(What to work on) Before you return the entries below, strip out the pictures and keep all else exact.
━━━ Supplied material
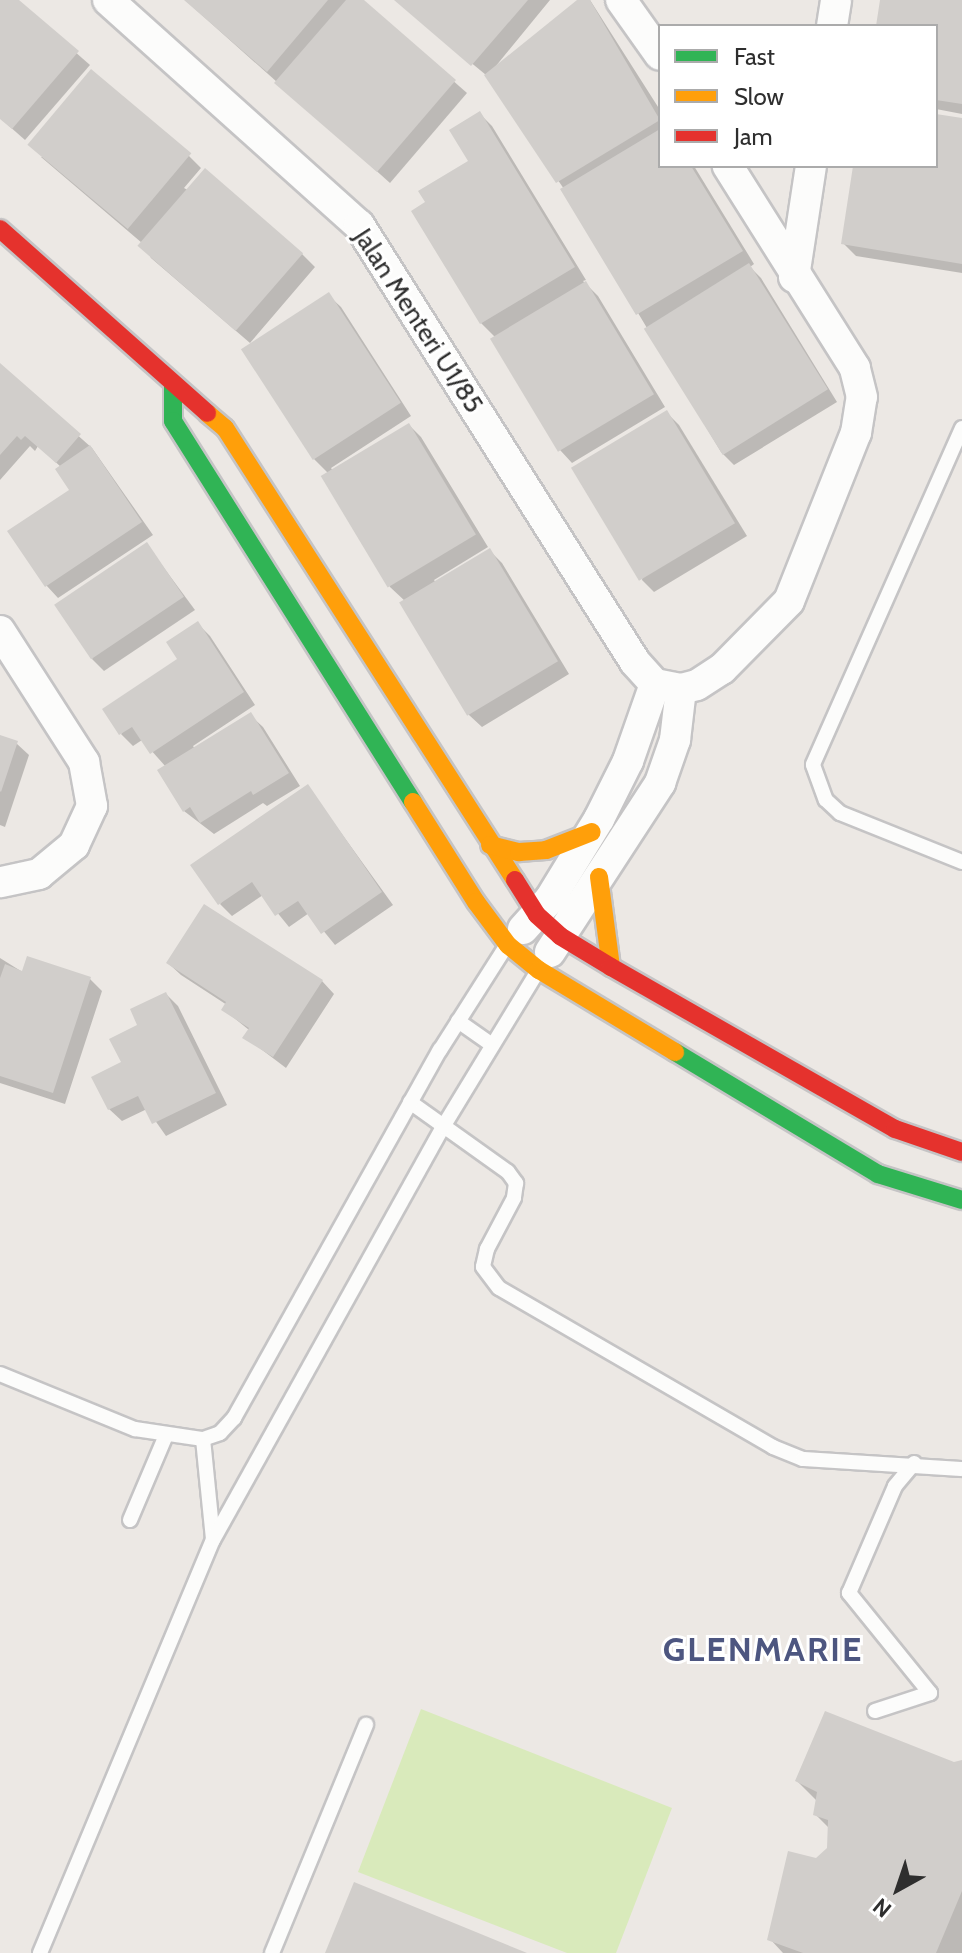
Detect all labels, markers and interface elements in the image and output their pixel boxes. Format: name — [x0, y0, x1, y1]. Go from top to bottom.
legend — [658, 24, 938, 168]
text: Fast — [734, 42, 775, 71]
text: Slow — [734, 82, 784, 111]
text: Jam — [734, 122, 772, 151]
street label: Jalan Menteri U1/85 — [347, 223, 489, 419]
district label: GLENMARIE — [663, 1630, 863, 1670]
north arrow — [858, 1849, 938, 1929]
text: N — [868, 1892, 897, 1923]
━━━━━━
(Answer to the exercise)
Detect all labels, markers and interface elements in the image and output their pixel boxes. Format: name — [x0, y0, x1, y1]. Go from top to bottom.
legend — [658, 24, 938, 168]
text: Fast — [734, 42, 775, 71]
text: Slow — [734, 82, 784, 111]
text: Jam — [734, 122, 772, 151]
street label: Jalan Menteri U1/85 — [347, 223, 489, 419]
district label: GLENMARIE — [663, 1630, 863, 1670]
north arrow — [858, 1849, 938, 1929]
text: N — [868, 1892, 897, 1923]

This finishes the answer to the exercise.